- [Required work]: Print the listing once more, exactly as written.

- [Entries shown]:
*** Begin section ***

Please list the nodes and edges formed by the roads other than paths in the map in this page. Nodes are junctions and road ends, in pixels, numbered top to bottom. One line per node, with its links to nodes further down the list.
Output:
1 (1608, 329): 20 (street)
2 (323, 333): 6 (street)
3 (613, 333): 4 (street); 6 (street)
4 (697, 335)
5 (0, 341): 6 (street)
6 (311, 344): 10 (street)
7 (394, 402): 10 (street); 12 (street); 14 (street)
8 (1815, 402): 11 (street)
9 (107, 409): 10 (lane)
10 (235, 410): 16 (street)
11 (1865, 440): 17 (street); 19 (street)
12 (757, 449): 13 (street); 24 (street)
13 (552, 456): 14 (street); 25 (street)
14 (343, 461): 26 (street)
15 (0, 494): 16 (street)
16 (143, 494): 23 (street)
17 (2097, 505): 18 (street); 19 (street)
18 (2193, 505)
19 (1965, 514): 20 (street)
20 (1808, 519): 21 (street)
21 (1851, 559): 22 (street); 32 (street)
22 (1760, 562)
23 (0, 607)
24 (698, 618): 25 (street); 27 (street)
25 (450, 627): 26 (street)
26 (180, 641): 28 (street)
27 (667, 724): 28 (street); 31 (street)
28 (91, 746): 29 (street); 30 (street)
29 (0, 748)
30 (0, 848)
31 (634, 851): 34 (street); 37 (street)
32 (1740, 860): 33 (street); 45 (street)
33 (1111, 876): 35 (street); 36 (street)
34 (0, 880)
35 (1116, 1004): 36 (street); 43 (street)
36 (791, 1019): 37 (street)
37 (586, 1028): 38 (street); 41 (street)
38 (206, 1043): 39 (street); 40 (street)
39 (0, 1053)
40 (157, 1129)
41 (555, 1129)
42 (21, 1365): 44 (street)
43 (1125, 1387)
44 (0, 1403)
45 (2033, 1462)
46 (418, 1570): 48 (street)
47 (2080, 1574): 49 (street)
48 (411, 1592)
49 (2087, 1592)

*** End section ***

- [Finished exercise]:
Please list the nodes and edges formed by the roads other than paths in the map in this page. Nodes are junctions and road ends, in pixels, numbered top to bottom. One line per node, with its links to nodes further down the list.
Output:
1 (1608, 329): 20 (street)
2 (323, 333): 6 (street)
3 (613, 333): 4 (street); 6 (street)
4 (697, 335)
5 (0, 341): 6 (street)
6 (311, 344): 10 (street)
7 (394, 402): 10 (street); 12 (street); 14 (street)
8 (1815, 402): 11 (street)
9 (107, 409): 10 (lane)
10 (235, 410): 16 (street)
11 (1865, 440): 17 (street); 19 (street)
12 (757, 449): 13 (street); 24 (street)
13 (552, 456): 14 (street); 25 (street)
14 (343, 461): 26 (street)
15 (0, 494): 16 (street)
16 (143, 494): 23 (street)
17 (2097, 505): 18 (street); 19 (street)
18 (2193, 505)
19 (1965, 514): 20 (street)
20 (1808, 519): 21 (street)
21 (1851, 559): 22 (street); 32 (street)
22 (1760, 562)
23 (0, 607)
24 (698, 618): 25 (street); 27 (street)
25 (450, 627): 26 (street)
26 (180, 641): 28 (street)
27 (667, 724): 28 (street); 31 (street)
28 (91, 746): 29 (street); 30 (street)
29 (0, 748)
30 (0, 848)
31 (634, 851): 34 (street); 37 (street)
32 (1740, 860): 33 (street); 45 (street)
33 (1111, 876): 35 (street); 36 (street)
34 (0, 880)
35 (1116, 1004): 36 (street); 43 (street)
36 (791, 1019): 37 (street)
37 (586, 1028): 38 (street); 41 (street)
38 (206, 1043): 39 (street); 40 (street)
39 (0, 1053)
40 (157, 1129)
41 (555, 1129)
42 (21, 1365): 44 (street)
43 (1125, 1387)
44 (0, 1403)
45 (2033, 1462)
46 (418, 1570): 48 (street)
47 (2080, 1574): 49 (street)
48 (411, 1592)
49 (2087, 1592)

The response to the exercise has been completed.